* _What to produce_
State how many lines in the following entries hold the word "than". The reply is that number only.

-.-.-

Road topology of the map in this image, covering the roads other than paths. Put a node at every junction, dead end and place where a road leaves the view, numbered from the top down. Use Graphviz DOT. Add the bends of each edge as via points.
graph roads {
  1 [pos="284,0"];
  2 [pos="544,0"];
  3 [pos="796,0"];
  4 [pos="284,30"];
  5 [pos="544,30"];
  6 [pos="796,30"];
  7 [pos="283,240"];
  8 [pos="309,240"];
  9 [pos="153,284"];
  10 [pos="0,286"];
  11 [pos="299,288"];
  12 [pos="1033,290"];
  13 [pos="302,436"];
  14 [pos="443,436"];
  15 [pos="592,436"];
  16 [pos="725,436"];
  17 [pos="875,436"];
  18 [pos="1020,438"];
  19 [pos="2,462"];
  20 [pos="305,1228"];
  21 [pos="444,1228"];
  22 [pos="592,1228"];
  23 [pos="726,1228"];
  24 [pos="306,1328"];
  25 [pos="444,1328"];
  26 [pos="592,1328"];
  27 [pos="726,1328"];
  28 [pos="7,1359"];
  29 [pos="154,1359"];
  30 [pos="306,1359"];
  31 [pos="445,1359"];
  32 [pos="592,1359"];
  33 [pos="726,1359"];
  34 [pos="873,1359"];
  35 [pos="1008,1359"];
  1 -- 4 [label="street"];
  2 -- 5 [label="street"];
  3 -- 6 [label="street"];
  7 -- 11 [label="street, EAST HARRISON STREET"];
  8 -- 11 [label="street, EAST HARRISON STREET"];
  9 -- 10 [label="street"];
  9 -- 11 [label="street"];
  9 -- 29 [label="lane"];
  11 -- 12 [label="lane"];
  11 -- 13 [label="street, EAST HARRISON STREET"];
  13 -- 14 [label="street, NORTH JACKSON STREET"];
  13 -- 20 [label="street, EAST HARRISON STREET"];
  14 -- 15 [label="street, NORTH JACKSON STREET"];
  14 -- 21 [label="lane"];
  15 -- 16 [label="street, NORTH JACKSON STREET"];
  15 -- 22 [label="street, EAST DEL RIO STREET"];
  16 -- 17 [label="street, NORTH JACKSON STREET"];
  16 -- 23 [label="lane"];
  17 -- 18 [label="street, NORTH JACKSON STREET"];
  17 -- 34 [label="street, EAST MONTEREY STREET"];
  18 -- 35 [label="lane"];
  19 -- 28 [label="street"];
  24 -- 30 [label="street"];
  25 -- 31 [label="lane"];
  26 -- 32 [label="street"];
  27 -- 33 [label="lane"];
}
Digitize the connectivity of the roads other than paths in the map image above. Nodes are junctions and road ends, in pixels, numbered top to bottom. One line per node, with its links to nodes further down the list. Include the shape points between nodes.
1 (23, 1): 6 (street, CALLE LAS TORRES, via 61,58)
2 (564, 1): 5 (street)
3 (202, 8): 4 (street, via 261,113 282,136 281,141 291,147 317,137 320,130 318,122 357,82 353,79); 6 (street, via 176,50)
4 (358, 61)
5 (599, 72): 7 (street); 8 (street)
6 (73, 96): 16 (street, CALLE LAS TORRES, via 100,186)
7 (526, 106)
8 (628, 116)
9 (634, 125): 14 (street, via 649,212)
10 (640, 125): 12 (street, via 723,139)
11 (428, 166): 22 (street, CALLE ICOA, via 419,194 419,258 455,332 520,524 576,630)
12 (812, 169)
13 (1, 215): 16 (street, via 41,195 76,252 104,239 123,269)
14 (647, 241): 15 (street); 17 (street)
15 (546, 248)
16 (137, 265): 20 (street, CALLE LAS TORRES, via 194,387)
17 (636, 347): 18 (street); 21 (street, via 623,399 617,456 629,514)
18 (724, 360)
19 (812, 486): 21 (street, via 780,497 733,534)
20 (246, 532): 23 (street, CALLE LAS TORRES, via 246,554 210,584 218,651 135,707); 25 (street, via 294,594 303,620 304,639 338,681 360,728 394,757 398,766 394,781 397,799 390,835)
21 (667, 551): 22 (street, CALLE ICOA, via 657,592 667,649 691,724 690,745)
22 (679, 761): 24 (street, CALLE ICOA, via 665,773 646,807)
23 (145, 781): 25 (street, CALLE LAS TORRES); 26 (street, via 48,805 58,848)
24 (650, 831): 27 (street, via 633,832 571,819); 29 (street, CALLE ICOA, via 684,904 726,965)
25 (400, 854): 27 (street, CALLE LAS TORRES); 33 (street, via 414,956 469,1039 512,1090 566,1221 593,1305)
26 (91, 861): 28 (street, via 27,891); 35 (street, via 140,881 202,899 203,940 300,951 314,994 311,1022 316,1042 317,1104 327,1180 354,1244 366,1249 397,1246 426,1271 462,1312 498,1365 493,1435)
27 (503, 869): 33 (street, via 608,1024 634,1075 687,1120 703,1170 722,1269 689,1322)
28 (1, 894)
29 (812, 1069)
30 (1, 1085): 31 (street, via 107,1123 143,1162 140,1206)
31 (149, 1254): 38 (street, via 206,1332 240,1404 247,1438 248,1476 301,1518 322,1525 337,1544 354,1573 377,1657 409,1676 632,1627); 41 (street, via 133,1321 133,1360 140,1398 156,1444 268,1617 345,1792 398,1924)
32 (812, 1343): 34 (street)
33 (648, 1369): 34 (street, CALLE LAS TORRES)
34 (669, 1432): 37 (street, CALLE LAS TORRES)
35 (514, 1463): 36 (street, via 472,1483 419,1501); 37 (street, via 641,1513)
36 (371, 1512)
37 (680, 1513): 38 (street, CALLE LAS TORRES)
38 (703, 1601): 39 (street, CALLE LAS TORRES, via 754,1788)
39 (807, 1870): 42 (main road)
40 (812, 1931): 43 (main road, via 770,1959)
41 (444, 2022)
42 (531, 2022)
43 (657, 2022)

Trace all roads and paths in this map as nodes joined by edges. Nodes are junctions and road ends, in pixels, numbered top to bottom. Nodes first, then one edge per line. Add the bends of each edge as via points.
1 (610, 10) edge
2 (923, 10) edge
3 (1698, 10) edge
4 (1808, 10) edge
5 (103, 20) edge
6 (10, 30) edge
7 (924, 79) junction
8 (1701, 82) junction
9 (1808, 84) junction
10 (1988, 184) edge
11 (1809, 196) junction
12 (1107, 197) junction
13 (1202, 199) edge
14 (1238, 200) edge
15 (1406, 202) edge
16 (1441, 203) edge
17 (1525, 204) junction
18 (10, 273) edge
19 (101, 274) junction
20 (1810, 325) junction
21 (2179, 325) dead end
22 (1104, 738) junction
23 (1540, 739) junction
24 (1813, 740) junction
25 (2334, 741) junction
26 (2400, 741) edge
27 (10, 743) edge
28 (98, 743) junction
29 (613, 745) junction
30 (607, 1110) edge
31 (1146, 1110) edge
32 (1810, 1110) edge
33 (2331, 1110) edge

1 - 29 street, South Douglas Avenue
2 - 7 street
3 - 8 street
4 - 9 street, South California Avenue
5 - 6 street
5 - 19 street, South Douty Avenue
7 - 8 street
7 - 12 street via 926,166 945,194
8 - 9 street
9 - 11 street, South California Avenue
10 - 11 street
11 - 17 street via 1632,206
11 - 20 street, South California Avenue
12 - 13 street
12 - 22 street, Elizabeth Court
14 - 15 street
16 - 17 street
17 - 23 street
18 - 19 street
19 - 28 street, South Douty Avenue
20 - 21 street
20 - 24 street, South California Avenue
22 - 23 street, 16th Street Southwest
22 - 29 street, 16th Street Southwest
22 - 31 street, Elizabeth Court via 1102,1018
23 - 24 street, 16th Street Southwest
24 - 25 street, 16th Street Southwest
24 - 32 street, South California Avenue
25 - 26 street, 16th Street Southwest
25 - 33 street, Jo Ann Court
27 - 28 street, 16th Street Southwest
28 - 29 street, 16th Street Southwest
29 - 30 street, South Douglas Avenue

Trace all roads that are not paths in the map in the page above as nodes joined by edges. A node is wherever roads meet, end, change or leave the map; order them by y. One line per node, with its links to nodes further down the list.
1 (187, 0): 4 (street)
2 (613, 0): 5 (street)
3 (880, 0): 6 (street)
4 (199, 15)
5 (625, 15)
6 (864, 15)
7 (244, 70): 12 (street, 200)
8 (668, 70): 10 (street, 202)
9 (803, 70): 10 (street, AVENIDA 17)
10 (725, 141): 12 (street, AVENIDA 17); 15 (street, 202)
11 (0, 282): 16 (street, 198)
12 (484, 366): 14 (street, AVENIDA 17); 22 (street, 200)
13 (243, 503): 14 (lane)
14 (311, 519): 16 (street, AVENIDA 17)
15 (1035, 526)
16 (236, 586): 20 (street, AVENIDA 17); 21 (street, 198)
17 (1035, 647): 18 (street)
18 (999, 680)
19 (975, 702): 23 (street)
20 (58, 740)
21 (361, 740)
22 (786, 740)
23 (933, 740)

-.-.-

* _Exercise output_
2